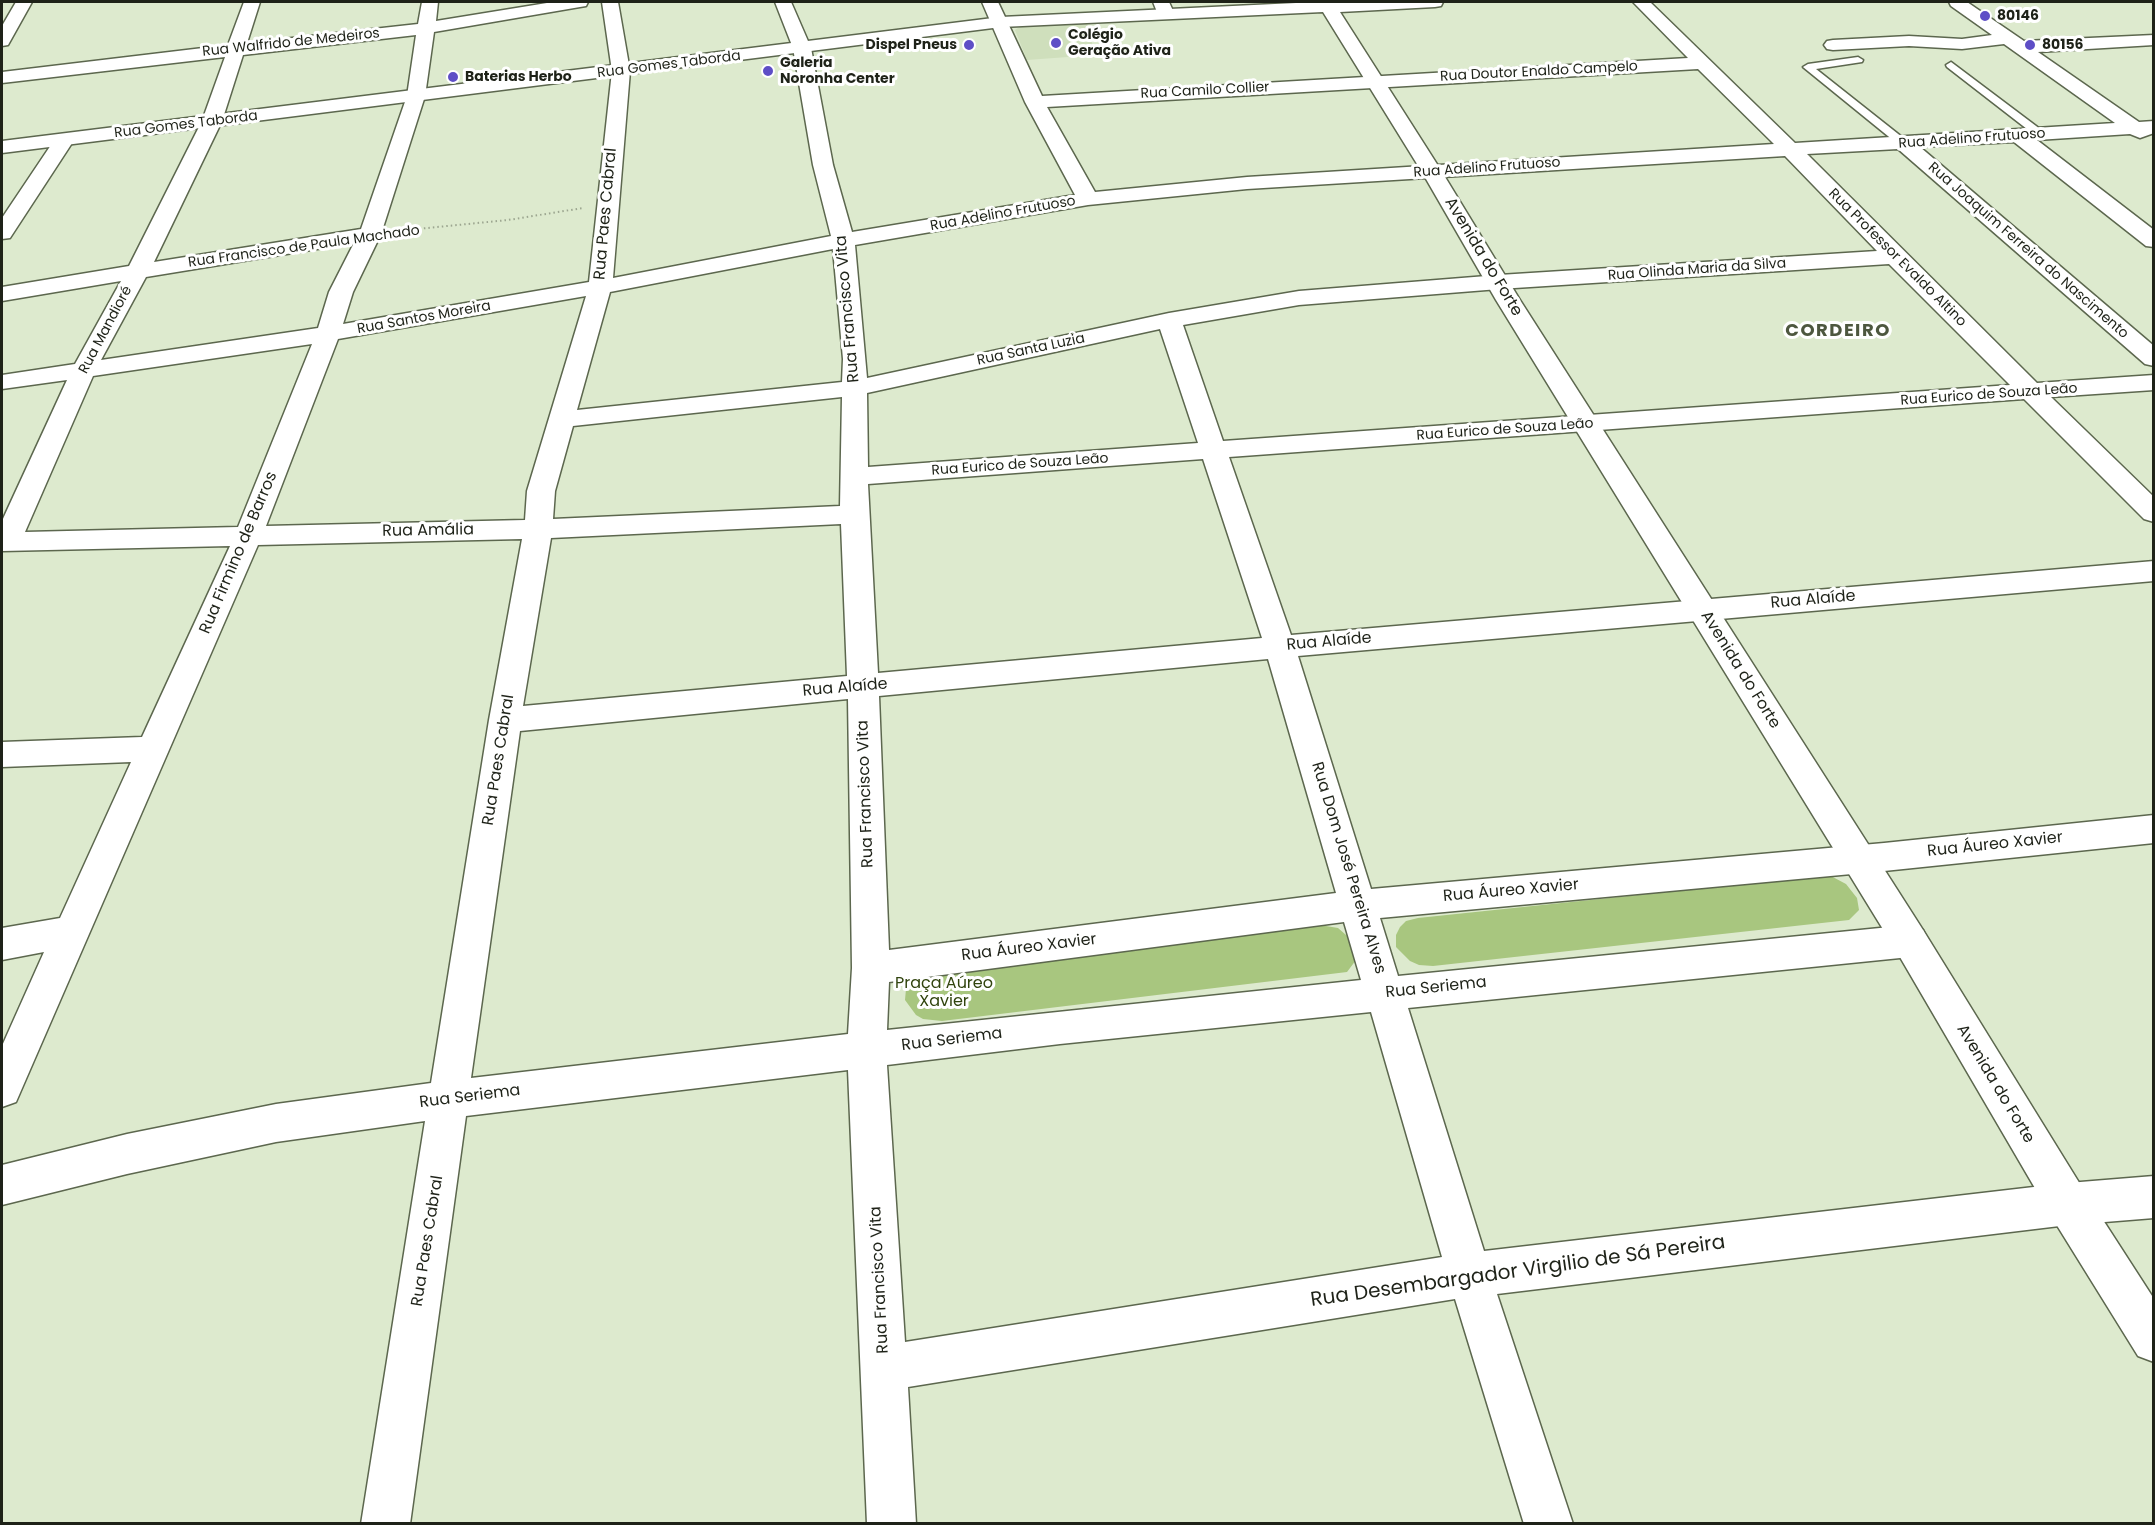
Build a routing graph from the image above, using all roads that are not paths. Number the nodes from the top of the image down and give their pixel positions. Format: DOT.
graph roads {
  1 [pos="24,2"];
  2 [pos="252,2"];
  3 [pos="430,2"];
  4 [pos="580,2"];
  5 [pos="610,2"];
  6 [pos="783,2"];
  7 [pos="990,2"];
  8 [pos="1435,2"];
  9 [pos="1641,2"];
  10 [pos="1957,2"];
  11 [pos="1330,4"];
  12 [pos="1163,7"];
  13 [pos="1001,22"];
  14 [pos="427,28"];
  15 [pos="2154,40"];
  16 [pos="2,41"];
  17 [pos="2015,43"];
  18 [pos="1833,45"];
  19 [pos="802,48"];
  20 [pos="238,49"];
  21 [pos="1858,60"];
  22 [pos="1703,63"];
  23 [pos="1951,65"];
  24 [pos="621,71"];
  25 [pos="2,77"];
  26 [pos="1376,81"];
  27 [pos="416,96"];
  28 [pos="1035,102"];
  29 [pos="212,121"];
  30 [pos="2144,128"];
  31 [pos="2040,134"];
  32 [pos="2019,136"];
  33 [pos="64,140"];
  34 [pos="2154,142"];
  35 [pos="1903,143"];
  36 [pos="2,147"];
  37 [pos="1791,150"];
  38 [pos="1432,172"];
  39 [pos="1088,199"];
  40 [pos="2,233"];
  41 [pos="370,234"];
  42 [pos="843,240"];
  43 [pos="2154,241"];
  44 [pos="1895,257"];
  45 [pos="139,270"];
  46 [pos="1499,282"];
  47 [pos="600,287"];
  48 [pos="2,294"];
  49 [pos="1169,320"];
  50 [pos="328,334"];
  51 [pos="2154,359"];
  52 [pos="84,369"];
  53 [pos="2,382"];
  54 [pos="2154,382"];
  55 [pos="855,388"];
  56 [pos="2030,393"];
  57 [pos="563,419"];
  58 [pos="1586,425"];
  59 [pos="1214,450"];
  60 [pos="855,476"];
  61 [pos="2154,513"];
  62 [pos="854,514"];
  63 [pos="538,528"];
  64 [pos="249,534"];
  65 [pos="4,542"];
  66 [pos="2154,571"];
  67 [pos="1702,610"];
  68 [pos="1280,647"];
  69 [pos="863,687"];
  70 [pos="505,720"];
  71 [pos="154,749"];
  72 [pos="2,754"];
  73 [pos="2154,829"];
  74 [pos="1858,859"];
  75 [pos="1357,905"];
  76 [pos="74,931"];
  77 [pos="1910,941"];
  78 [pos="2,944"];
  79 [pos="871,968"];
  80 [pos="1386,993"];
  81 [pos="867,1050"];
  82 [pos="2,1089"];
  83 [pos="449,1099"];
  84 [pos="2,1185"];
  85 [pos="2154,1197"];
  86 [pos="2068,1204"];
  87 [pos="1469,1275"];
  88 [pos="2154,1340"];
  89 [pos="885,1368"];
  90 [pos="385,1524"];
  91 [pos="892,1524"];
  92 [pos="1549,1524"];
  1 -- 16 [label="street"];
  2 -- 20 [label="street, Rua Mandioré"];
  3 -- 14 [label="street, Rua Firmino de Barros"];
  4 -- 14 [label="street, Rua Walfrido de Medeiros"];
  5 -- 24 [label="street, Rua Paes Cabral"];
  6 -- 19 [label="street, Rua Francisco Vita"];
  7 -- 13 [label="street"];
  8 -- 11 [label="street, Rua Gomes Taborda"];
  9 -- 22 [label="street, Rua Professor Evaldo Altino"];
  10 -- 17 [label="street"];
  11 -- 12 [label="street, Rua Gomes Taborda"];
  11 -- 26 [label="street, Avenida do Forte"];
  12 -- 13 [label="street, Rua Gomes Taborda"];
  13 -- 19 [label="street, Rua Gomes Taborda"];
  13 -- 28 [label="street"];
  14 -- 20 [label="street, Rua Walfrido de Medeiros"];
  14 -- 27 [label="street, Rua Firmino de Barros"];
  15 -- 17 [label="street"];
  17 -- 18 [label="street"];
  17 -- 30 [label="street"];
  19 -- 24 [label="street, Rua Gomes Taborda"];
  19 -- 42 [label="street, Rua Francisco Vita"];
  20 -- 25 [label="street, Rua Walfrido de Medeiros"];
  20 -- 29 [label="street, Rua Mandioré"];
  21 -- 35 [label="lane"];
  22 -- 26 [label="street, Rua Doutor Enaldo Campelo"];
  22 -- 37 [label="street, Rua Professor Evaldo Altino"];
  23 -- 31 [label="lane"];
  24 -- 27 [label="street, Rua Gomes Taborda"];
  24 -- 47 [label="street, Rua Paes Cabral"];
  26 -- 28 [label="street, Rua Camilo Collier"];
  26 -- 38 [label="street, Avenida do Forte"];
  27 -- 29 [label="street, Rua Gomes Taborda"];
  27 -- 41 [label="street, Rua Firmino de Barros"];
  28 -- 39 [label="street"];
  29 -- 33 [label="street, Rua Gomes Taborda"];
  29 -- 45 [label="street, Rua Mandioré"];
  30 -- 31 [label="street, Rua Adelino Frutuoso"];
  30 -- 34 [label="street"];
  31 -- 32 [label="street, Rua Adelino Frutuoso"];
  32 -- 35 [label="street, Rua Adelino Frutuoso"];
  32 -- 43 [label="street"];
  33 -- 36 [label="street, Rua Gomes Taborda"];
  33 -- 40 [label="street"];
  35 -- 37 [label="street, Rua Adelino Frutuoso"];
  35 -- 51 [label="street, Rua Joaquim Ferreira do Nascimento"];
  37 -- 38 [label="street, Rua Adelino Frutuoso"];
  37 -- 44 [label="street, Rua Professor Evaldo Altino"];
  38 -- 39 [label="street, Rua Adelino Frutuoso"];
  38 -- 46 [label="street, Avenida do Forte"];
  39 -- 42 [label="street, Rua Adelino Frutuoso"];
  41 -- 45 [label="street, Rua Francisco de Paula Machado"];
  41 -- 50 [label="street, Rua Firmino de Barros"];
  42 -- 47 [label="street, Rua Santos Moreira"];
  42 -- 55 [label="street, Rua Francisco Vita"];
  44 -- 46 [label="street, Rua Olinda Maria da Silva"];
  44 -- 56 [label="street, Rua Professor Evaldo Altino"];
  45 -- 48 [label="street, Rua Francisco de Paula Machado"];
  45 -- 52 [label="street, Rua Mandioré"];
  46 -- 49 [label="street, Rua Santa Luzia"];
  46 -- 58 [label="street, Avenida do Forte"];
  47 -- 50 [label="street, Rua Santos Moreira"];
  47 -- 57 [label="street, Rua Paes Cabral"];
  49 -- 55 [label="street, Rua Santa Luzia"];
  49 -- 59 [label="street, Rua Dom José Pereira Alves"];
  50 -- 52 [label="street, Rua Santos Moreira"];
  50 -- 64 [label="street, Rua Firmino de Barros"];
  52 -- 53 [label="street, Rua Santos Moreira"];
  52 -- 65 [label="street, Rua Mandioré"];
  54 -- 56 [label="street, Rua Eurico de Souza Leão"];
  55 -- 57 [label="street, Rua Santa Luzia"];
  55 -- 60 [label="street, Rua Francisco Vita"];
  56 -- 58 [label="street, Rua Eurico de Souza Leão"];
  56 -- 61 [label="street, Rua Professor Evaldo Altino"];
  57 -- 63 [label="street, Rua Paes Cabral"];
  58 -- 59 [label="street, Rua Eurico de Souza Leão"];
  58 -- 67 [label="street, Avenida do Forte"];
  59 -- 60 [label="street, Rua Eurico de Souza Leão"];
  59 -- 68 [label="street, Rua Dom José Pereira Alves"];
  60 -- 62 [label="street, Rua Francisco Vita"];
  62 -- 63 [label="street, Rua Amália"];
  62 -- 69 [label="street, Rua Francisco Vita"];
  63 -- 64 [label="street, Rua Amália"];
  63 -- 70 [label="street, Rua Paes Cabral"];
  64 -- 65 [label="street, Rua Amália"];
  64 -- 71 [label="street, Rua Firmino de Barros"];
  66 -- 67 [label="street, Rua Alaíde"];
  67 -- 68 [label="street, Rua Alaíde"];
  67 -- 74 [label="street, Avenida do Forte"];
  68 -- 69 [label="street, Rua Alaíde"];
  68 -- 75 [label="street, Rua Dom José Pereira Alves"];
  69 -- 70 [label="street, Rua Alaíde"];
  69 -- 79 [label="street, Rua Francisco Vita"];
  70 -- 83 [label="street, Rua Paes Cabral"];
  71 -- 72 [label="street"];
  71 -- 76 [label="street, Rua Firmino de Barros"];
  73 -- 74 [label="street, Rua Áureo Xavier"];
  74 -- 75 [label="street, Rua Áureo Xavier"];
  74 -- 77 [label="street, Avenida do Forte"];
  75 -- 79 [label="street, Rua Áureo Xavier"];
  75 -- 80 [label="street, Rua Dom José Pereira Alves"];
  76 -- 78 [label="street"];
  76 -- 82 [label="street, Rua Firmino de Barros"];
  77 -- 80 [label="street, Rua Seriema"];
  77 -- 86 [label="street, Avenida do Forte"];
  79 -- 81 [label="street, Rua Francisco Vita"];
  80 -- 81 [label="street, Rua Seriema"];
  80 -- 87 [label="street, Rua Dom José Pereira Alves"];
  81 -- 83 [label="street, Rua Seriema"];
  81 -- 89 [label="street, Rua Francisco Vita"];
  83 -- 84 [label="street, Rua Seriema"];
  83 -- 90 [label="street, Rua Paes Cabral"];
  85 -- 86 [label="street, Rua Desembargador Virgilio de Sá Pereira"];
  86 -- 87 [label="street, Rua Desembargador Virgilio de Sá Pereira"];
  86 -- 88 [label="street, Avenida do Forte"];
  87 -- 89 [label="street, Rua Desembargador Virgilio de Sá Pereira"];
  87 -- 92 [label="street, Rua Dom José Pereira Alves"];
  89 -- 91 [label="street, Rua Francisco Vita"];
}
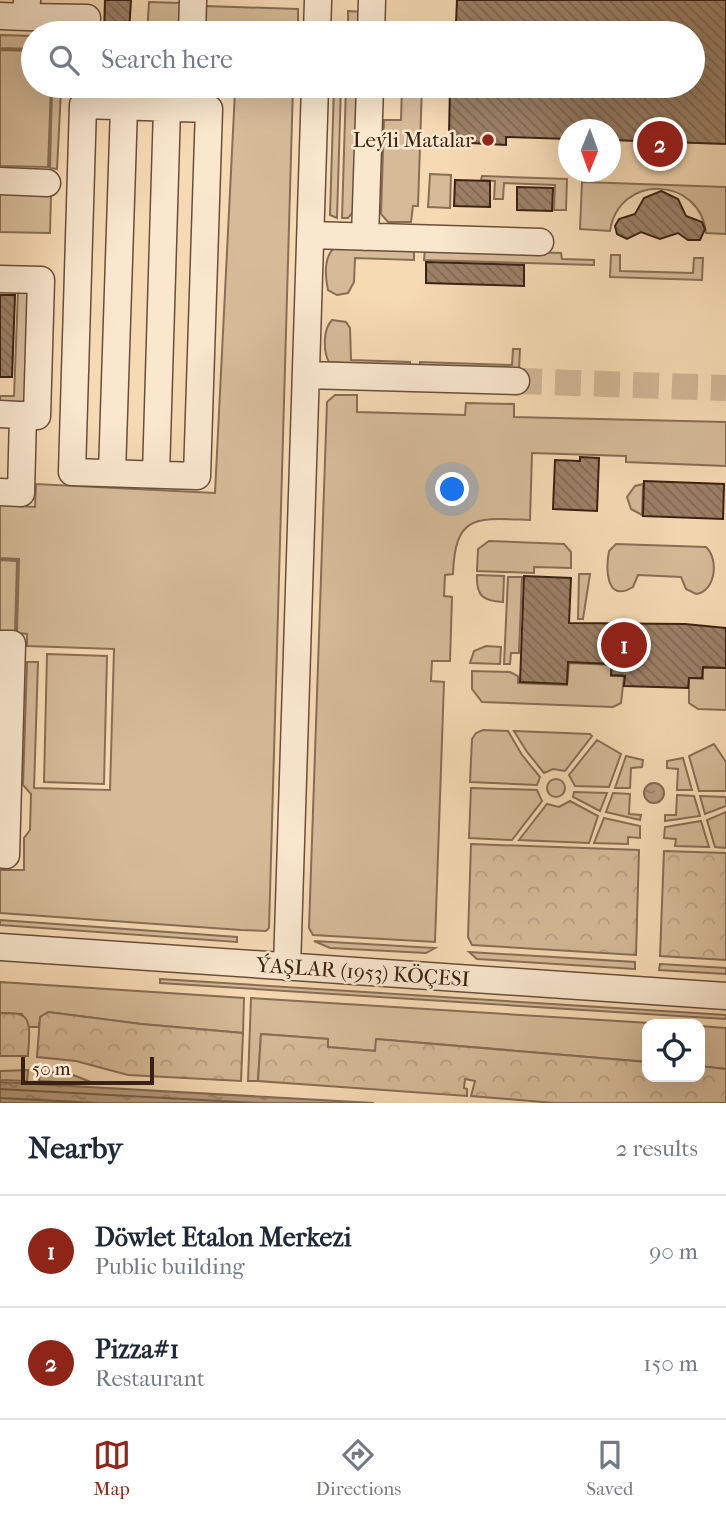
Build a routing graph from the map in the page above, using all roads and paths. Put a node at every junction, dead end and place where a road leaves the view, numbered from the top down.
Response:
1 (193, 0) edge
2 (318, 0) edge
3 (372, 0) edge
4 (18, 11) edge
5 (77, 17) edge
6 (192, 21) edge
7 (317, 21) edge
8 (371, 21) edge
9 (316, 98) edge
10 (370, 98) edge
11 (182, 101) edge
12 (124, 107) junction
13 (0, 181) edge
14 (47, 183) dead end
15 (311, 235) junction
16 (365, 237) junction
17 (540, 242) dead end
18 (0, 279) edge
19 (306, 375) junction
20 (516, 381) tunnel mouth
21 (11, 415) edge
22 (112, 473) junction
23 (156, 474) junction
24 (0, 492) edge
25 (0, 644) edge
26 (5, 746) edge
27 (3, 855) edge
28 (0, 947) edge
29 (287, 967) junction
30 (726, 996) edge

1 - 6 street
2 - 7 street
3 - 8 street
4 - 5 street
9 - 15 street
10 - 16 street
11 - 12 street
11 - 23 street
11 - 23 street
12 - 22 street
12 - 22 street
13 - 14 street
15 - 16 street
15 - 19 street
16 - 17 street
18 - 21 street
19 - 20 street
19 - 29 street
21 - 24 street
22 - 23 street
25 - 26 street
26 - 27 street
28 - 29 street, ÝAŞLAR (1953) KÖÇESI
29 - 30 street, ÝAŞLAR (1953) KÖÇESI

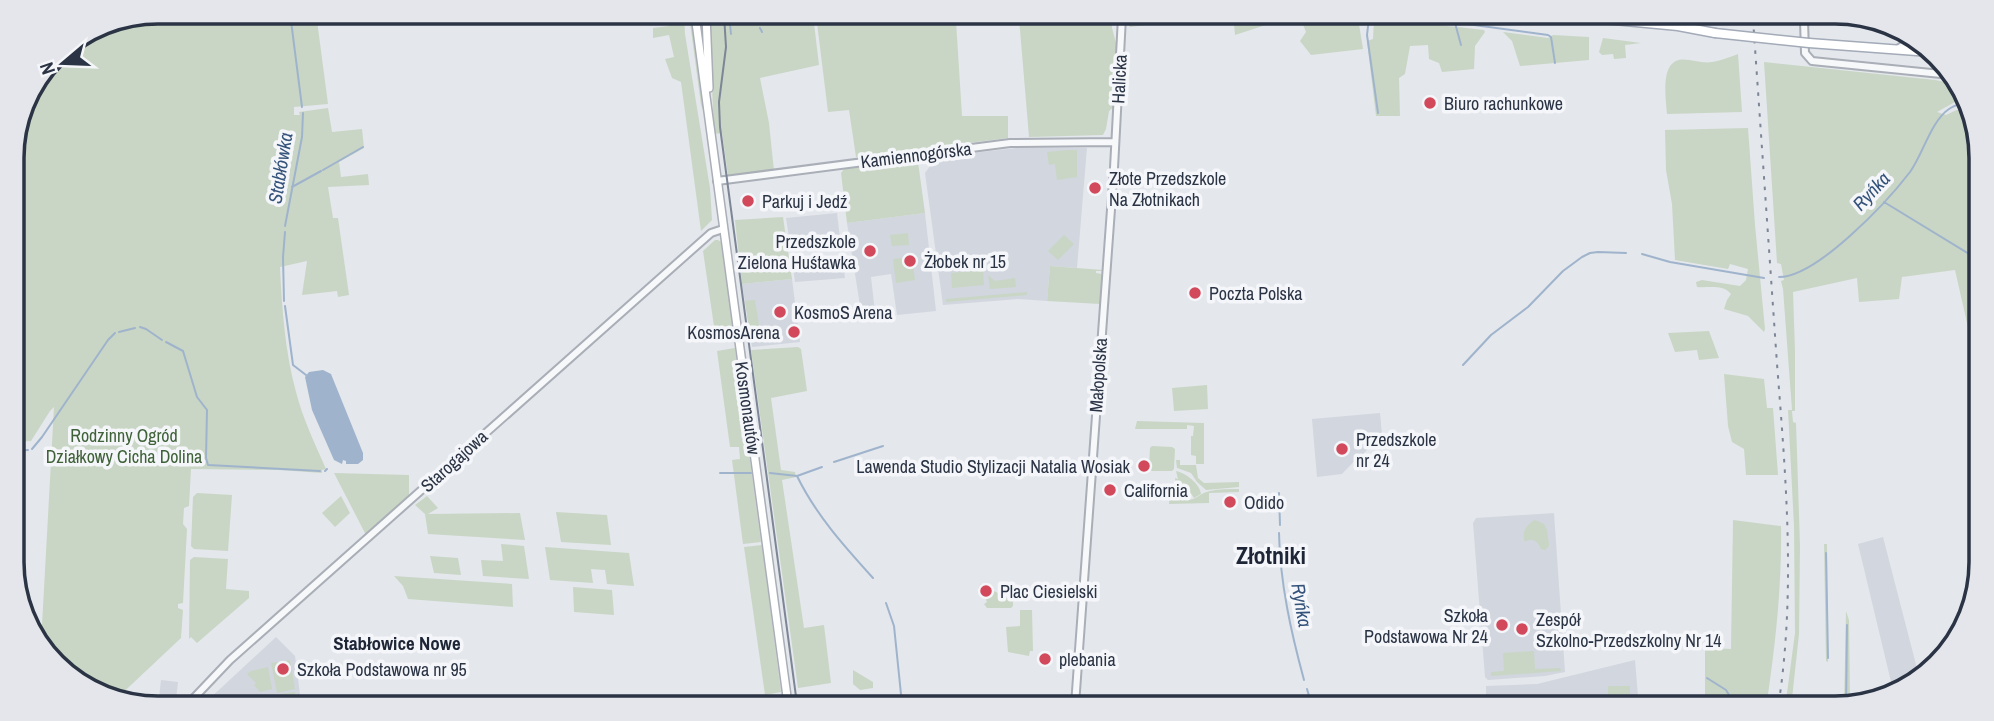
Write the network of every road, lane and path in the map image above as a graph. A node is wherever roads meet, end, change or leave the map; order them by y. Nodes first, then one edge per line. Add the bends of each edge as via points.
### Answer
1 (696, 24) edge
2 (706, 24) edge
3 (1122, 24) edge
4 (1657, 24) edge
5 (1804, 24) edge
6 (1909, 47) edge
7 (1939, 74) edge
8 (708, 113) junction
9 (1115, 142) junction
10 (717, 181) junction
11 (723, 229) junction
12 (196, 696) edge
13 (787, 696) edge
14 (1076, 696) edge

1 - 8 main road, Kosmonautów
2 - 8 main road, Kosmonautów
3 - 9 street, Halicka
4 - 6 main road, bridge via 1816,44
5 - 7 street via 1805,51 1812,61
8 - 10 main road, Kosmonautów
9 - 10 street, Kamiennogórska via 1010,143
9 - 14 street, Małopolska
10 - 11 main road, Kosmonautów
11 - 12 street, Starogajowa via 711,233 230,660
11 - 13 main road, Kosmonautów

▶ **Exercise brief**:
Copy each line containing the word "paths" from the data.

▶ **Task output**:
Build a routing graph from the image above, using all roads that are not paths. Number the nodes from the top of the image down and give their pixel positions. Format: DOT.
Build a routing graph from the map in the page above, using all roads and paths. Put a node at every junction, dead end and place where a road leaves the view, numbered from the top down.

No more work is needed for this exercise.